Extracted records
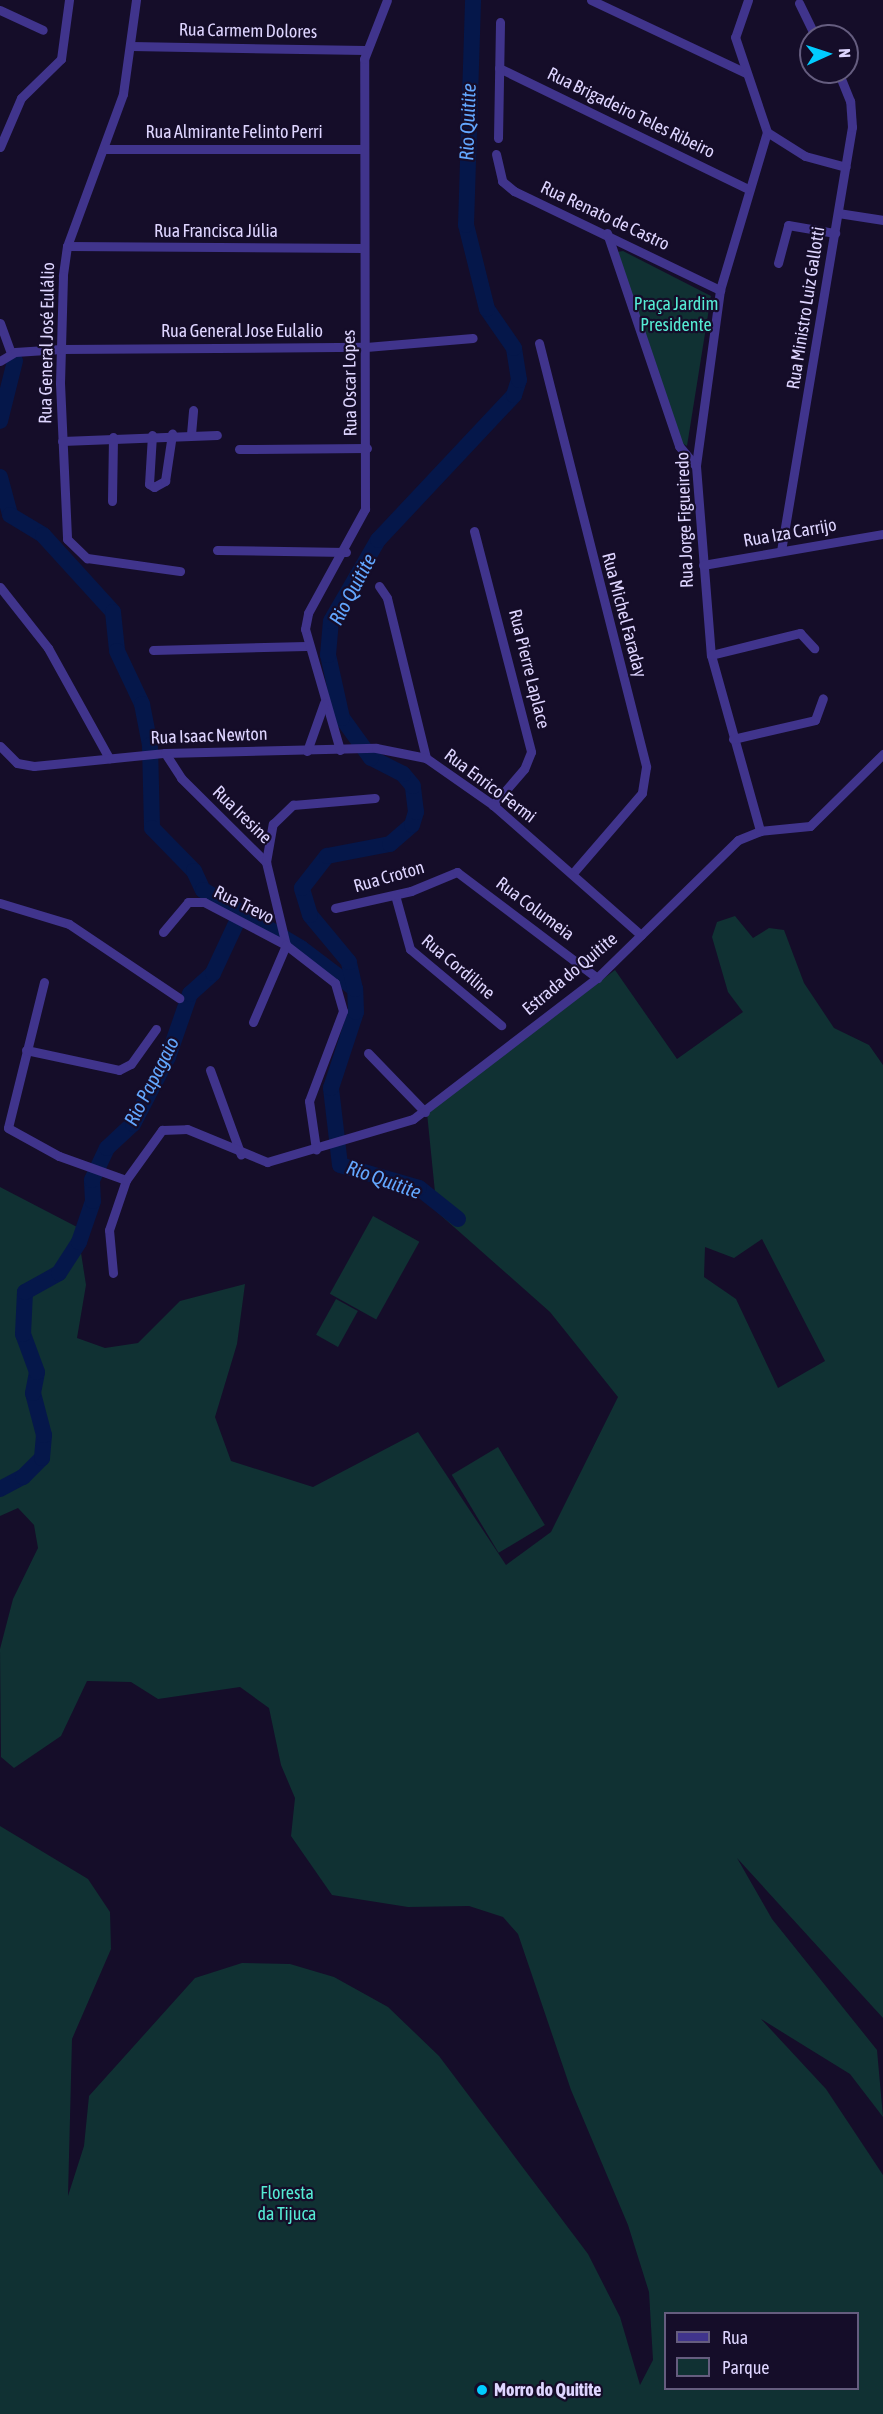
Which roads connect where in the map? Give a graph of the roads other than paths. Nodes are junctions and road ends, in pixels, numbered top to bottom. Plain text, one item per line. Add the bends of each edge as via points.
1 (69, 0) edge
2 (136, 0) edge
3 (387, 0) edge
4 (591, 0) edge
5 (748, 0) edge
6 (799, 3) dead end
7 (0, 10) edge
8 (500, 22) dead end
9 (809, 24) edge
10 (43, 30) dead end
11 (131, 46) junction
12 (365, 50) junction
13 (737, 51) junction
14 (719, 61) junction
15 (499, 68) junction
16 (746, 73) junction
17 (842, 84) edge
18 (767, 132) junction
19 (498, 138) dead end
20 (0, 147) edge
21 (105, 149) junction
22 (364, 149) junction
23 (496, 154) dead end
24 (846, 167) junction
25 (748, 189) junction
26 (838, 213) junction
27 (883, 220) edge
28 (607, 232) junction
29 (835, 233) junction
30 (67, 246) junction
31 (364, 248) junction
32 (778, 263) dead end
33 (720, 290) junction
34 (0, 323) edge
35 (473, 338) dead end
36 (539, 343) dead end
37 (366, 347) junction
38 (62, 349) junction
39 (11, 353) junction
40 (0, 361) edge
41 (193, 410) dead end
42 (172, 434) junction
43 (191, 434) junction
44 (152, 435) junction
45 (217, 435) dead end
46 (113, 437) junction
47 (62, 441) junction
48 (367, 448) junction
49 (239, 449) dead end
50 (696, 466) junction
51 (112, 501) dead end
52 (474, 531) dead end
53 (883, 534) edge
54 (217, 550) dead end
55 (781, 551) junction
56 (346, 552) junction
57 (703, 565) junction
58 (180, 571) dead end
59 (379, 586) dead end
60 (0, 587) edge
61 (306, 646) junction
62 (814, 648) dead end
63 (153, 650) dead end
64 (711, 655) junction
65 (823, 698) dead end
66 (324, 703) junction
67 (732, 739) junction
68 (0, 746) edge
69 (344, 750) junction
70 (307, 751) junction
71 (162, 754) junction
72 (883, 754) edge
73 (109, 758) junction
74 (426, 758) junction
75 (375, 798) dead end
76 (493, 805) junction
77 (760, 831) junction
78 (266, 862) junction
79 (451, 874) joint
80 (572, 874) junction
81 (394, 895) junction
82 (0, 903) edge
83 (335, 908) dead end
84 (163, 932) dead end
85 (641, 935) junction
86 (286, 944) junction
87 (597, 978) junction
88 (44, 982) dead end
89 (179, 998) dead end
90 (253, 1023) dead end
91 (501, 1025) dead end
92 (156, 1029) dead end
93 (26, 1050) junction
94 (368, 1053) dead end
95 (210, 1070) dead end
96 (425, 1112) junction
97 (316, 1149) junction
98 (241, 1155) junction
99 (126, 1180) junction
100 (113, 1273) dead end

1 - 20 street via 61,59 21,98
2 - 11 street, Rua General José Eulálio
3 - 12 street, Rua Oscar Lopes
4 - 14 street
5 - 13 street via 737,26
6 - 9 street
7 - 10 street
8 - 15 street
11 - 12 street, Rua Carmem Dolores
11 - 21 street, Rua General José Eulálio
12 - 22 street, Rua Oscar Lopes
13 - 14 street
13 - 16 street
14 - 16 street
15 - 19 street
15 - 25 street, Rua Brigadeiro Teles Ribeiro
16 - 18 street
17 - 24 street, Rua Ministro Luiz Gallotti via 853,115
18 - 24 street via 805,156
18 - 25 street, Rua Jorge Figueiredo
21 - 22 street, Rua Almirante Felinto Perri
21 - 30 street, Rua General José Eulálio
22 - 31 street, Rua Oscar Lopes
23 - 28 street, Rua Renato de Castro via 502,181 514,191
24 - 26 street, Rua Ministro Luiz Gallotti
25 - 33 street, Rua Jorge Figueiredo
26 - 27 street
26 - 29 street, Rua Ministro Luiz Gallotti
28 - 33 street, Rua Renato de Castro
28 - 50 street via 679,446
29 - 32 street via 788,225
29 - 55 street, Rua Ministro Luiz Gallotti
30 - 31 street, Rua Francisca Júlia
30 - 38 street, Rua General José Eulálio
31 - 37 street, Rua Oscar Lopes
33 - 50 street, Rua Jorge Figueiredo
34 - 39 street
35 - 37 street, Rua General Jose Eulalio
36 - 80 street, Rua Michel Faraday via 646,767 642,793
37 - 38 street, Rua General Jose Eulalio
37 - 48 street, Rua Oscar Lopes
38 - 39 street, Rua General Jose Eulalio
38 - 47 street, Rua General José Eulálio
39 - 40 street
41 - 43 street
42 - 43 street
42 - 44 street
42 - 44 street via 165,481 154,487 149,484
43 - 45 street
44 - 46 street
46 - 47 street
46 - 51 street
47 - 58 street, Rua General José Eulálio via 67,539 73,549 87,558
48 - 49 street
48 - 56 street, Rua Oscar Lopes via 365,509
50 - 57 street, Rua Jorge Figueiredo
52 - 76 street, Rua Pierre Laplace via 531,752 524,769
53 - 55 street, Rua Iza Carrijo
54 - 56 street
55 - 57 street, Rua Iza Carrijo
56 - 61 street, Rua Oscar Lopes via 308,613
57 - 64 street, Rua Jorge Figueiredo
59 - 74 street, Rua Enrico Fermi via 387,598
60 - 73 street via 48,648
61 - 63 street
61 - 66 street, Rua Oscar Lopes
62 - 64 street via 800,633
64 - 67 street, Rua Jorge Figueiredo
65 - 67 street via 815,720
66 - 69 street, Rua Oscar Lopes
66 - 70 street
67 - 77 street, Rua Jorge Figueiredo
68 - 73 street, Rua Isaac Newton via 17,763 34,766
69 - 70 street, Rua Isaac Newton
69 - 74 street, Rua Isaac Newton via 376,748
70 - 71 street, Rua Isaac Newton
71 - 73 street, Rua Isaac Newton
71 - 78 street, Rua Iresine
72 - 77 street, Estrada do Quitite via 810,826
74 - 76 street, Rua Enrico Fermi
75 - 78 street via 293,805 273,824
76 - 80 street, Rua Enrico Fermi
77 - 85 street, Estrada do Quitite via 738,840
78 - 86 street, Rua Iresine
79 - 81 street, Rua Croton
79 - 87 street, Rua Columeia via 461,874
80 - 85 street, Rua Enrico Fermi
81 - 83 street, Rua Croton
81 - 91 street, Rua Cordiline via 410,949
82 - 89 street via 69,924
84 - 86 street, Rua Trevo via 194,901 234,916
85 - 87 street, Estrada do Quitite
86 - 90 street
86 - 97 street, Rua Trevo via 335,983 344,1005 310,1096
87 - 96 street, Estrada do Quitite
88 - 93 street
92 - 93 street via 131,1064 119,1070
93 - 99 street via 8,1128 83,1165
94 - 96 street
95 - 98 street
96 - 97 street, Estrada do Quitite
97 - 98 street, Estrada do Quitite via 267,1162
98 - 99 street, Estrada do Quitite via 187,1129 170,1128 143,1153
99 - 100 street, Estrada do Quitite via 109,1230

* [YOUR ASSIGNMENT]:
All of the data is to be transcribed exactly, with images omitted.

* [TASK SOLUTION]:
Which roads connect where in the map? Give a graph of the roads other than paths. Nodes are junctions and road ends, in pixels, numbered top to bottom. Plain text, one item per line. Add the bends of each edge as via points.
1 (69, 0) edge
2 (136, 0) edge
3 (387, 0) edge
4 (591, 0) edge
5 (748, 0) edge
6 (799, 3) dead end
7 (0, 10) edge
8 (500, 22) dead end
9 (809, 24) edge
10 (43, 30) dead end
11 (131, 46) junction
12 (365, 50) junction
13 (737, 51) junction
14 (719, 61) junction
15 (499, 68) junction
16 (746, 73) junction
17 (842, 84) edge
18 (767, 132) junction
19 (498, 138) dead end
20 (0, 147) edge
21 (105, 149) junction
22 (364, 149) junction
23 (496, 154) dead end
24 (846, 167) junction
25 (748, 189) junction
26 (838, 213) junction
27 (883, 220) edge
28 (607, 232) junction
29 (835, 233) junction
30 (67, 246) junction
31 (364, 248) junction
32 (778, 263) dead end
33 (720, 290) junction
34 (0, 323) edge
35 (473, 338) dead end
36 (539, 343) dead end
37 (366, 347) junction
38 (62, 349) junction
39 (11, 353) junction
40 (0, 361) edge
41 (193, 410) dead end
42 (172, 434) junction
43 (191, 434) junction
44 (152, 435) junction
45 (217, 435) dead end
46 (113, 437) junction
47 (62, 441) junction
48 (367, 448) junction
49 (239, 449) dead end
50 (696, 466) junction
51 (112, 501) dead end
52 (474, 531) dead end
53 (883, 534) edge
54 (217, 550) dead end
55 (781, 551) junction
56 (346, 552) junction
57 (703, 565) junction
58 (180, 571) dead end
59 (379, 586) dead end
60 (0, 587) edge
61 (306, 646) junction
62 (814, 648) dead end
63 (153, 650) dead end
64 (711, 655) junction
65 (823, 698) dead end
66 (324, 703) junction
67 (732, 739) junction
68 (0, 746) edge
69 (344, 750) junction
70 (307, 751) junction
71 (162, 754) junction
72 (883, 754) edge
73 (109, 758) junction
74 (426, 758) junction
75 (375, 798) dead end
76 (493, 805) junction
77 (760, 831) junction
78 (266, 862) junction
79 (451, 874) joint
80 (572, 874) junction
81 (394, 895) junction
82 (0, 903) edge
83 (335, 908) dead end
84 (163, 932) dead end
85 (641, 935) junction
86 (286, 944) junction
87 (597, 978) junction
88 (44, 982) dead end
89 (179, 998) dead end
90 (253, 1023) dead end
91 (501, 1025) dead end
92 (156, 1029) dead end
93 (26, 1050) junction
94 (368, 1053) dead end
95 (210, 1070) dead end
96 (425, 1112) junction
97 (316, 1149) junction
98 (241, 1155) junction
99 (126, 1180) junction
100 (113, 1273) dead end

1 - 20 street via 61,59 21,98
2 - 11 street, Rua General José Eulálio
3 - 12 street, Rua Oscar Lopes
4 - 14 street
5 - 13 street via 737,26
6 - 9 street
7 - 10 street
8 - 15 street
11 - 12 street, Rua Carmem Dolores
11 - 21 street, Rua General José Eulálio
12 - 22 street, Rua Oscar Lopes
13 - 14 street
13 - 16 street
14 - 16 street
15 - 19 street
15 - 25 street, Rua Brigadeiro Teles Ribeiro
16 - 18 street
17 - 24 street, Rua Ministro Luiz Gallotti via 853,115
18 - 24 street via 805,156
18 - 25 street, Rua Jorge Figueiredo
21 - 22 street, Rua Almirante Felinto Perri
21 - 30 street, Rua General José Eulálio
22 - 31 street, Rua Oscar Lopes
23 - 28 street, Rua Renato de Castro via 502,181 514,191
24 - 26 street, Rua Ministro Luiz Gallotti
25 - 33 street, Rua Jorge Figueiredo
26 - 27 street
26 - 29 street, Rua Ministro Luiz Gallotti
28 - 33 street, Rua Renato de Castro
28 - 50 street via 679,446
29 - 32 street via 788,225
29 - 55 street, Rua Ministro Luiz Gallotti
30 - 31 street, Rua Francisca Júlia
30 - 38 street, Rua General José Eulálio
31 - 37 street, Rua Oscar Lopes
33 - 50 street, Rua Jorge Figueiredo
34 - 39 street
35 - 37 street, Rua General Jose Eulalio
36 - 80 street, Rua Michel Faraday via 646,767 642,793
37 - 38 street, Rua General Jose Eulalio
37 - 48 street, Rua Oscar Lopes
38 - 39 street, Rua General Jose Eulalio
38 - 47 street, Rua General José Eulálio
39 - 40 street
41 - 43 street
42 - 43 street
42 - 44 street
42 - 44 street via 165,481 154,487 149,484
43 - 45 street
44 - 46 street
46 - 47 street
46 - 51 street
47 - 58 street, Rua General José Eulálio via 67,539 73,549 87,558
48 - 49 street
48 - 56 street, Rua Oscar Lopes via 365,509
50 - 57 street, Rua Jorge Figueiredo
52 - 76 street, Rua Pierre Laplace via 531,752 524,769
53 - 55 street, Rua Iza Carrijo
54 - 56 street
55 - 57 street, Rua Iza Carrijo
56 - 61 street, Rua Oscar Lopes via 308,613
57 - 64 street, Rua Jorge Figueiredo
59 - 74 street, Rua Enrico Fermi via 387,598
60 - 73 street via 48,648
61 - 63 street
61 - 66 street, Rua Oscar Lopes
62 - 64 street via 800,633
64 - 67 street, Rua Jorge Figueiredo
65 - 67 street via 815,720
66 - 69 street, Rua Oscar Lopes
66 - 70 street
67 - 77 street, Rua Jorge Figueiredo
68 - 73 street, Rua Isaac Newton via 17,763 34,766
69 - 70 street, Rua Isaac Newton
69 - 74 street, Rua Isaac Newton via 376,748
70 - 71 street, Rua Isaac Newton
71 - 73 street, Rua Isaac Newton
71 - 78 street, Rua Iresine
72 - 77 street, Estrada do Quitite via 810,826
74 - 76 street, Rua Enrico Fermi
75 - 78 street via 293,805 273,824
76 - 80 street, Rua Enrico Fermi
77 - 85 street, Estrada do Quitite via 738,840
78 - 86 street, Rua Iresine
79 - 81 street, Rua Croton
79 - 87 street, Rua Columeia via 461,874
80 - 85 street, Rua Enrico Fermi
81 - 83 street, Rua Croton
81 - 91 street, Rua Cordiline via 410,949
82 - 89 street via 69,924
84 - 86 street, Rua Trevo via 194,901 234,916
85 - 87 street, Estrada do Quitite
86 - 90 street
86 - 97 street, Rua Trevo via 335,983 344,1005 310,1096
87 - 96 street, Estrada do Quitite
88 - 93 street
92 - 93 street via 131,1064 119,1070
93 - 99 street via 8,1128 83,1165
94 - 96 street
95 - 98 street
96 - 97 street, Estrada do Quitite
97 - 98 street, Estrada do Quitite via 267,1162
98 - 99 street, Estrada do Quitite via 187,1129 170,1128 143,1153
99 - 100 street, Estrada do Quitite via 109,1230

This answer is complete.